North and South Sudan have signed an agreement to demilitarise the disputed Abyei region and allow in Ethiopian peacekeeping forces, former South African president Thabo Mbeki said yesterday.
South Sudan is due to break off into an independent country in less than three weeks and the question of who will control the fertile, oil-producing region has been a fiercely contentious issue ahead of the split.
Khartoum seized Abyei's main town on 21 May, causing tens of thousands of people to flee, triggering an international outcry and raising fears that the two sides could return to open conflict.

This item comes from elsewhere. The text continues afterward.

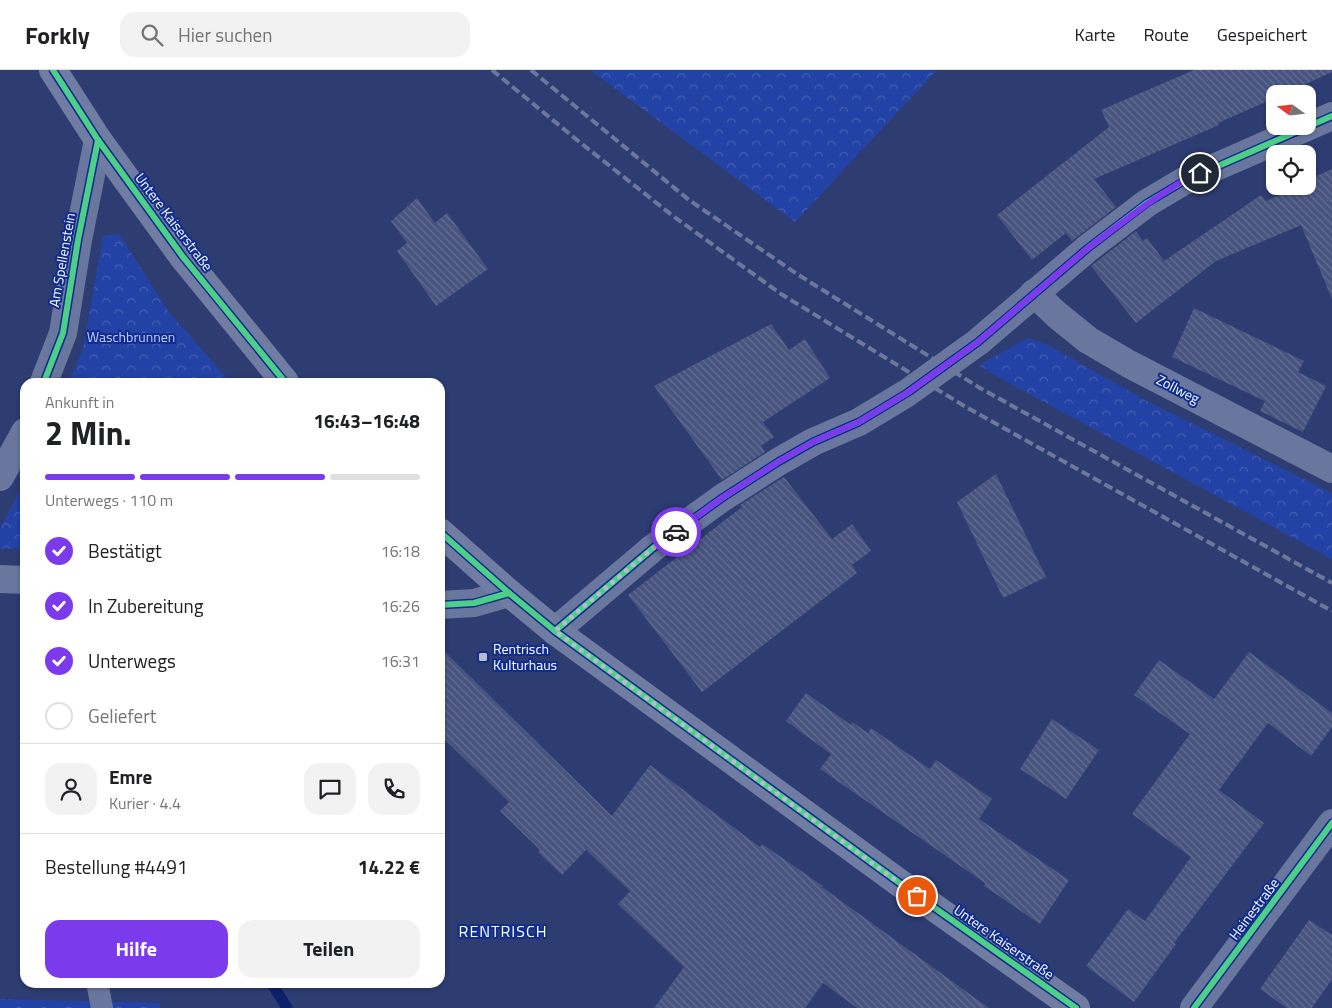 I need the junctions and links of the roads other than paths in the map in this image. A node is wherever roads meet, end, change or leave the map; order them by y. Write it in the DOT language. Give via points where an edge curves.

Representatives of the South's dominant party, the Sudan People's Liberation Movement (SPLM), and the Sudanese government have been meeting in Ethiopia's capital of Addis Ababa for more than a week to try to reach a deal.
"The SPLM and the Sudanese government have signed an agreement on Abyei," Mr Mbeki, who has been helping guide talks between the two sides, told reporters in Addis Ababa. "It provides for the demilitarisation of Abyei so that the Sudanese armed forces would withdraw and for the deployment of Ethiopian forces."
Southerners voted overwhelmingly to secede from the North in a January referendum that was the culmination of a peace deal in 2005 ending decades of civil war.
Some two million people died in the conflict, fought over religion, ideology, ethnicity and oil.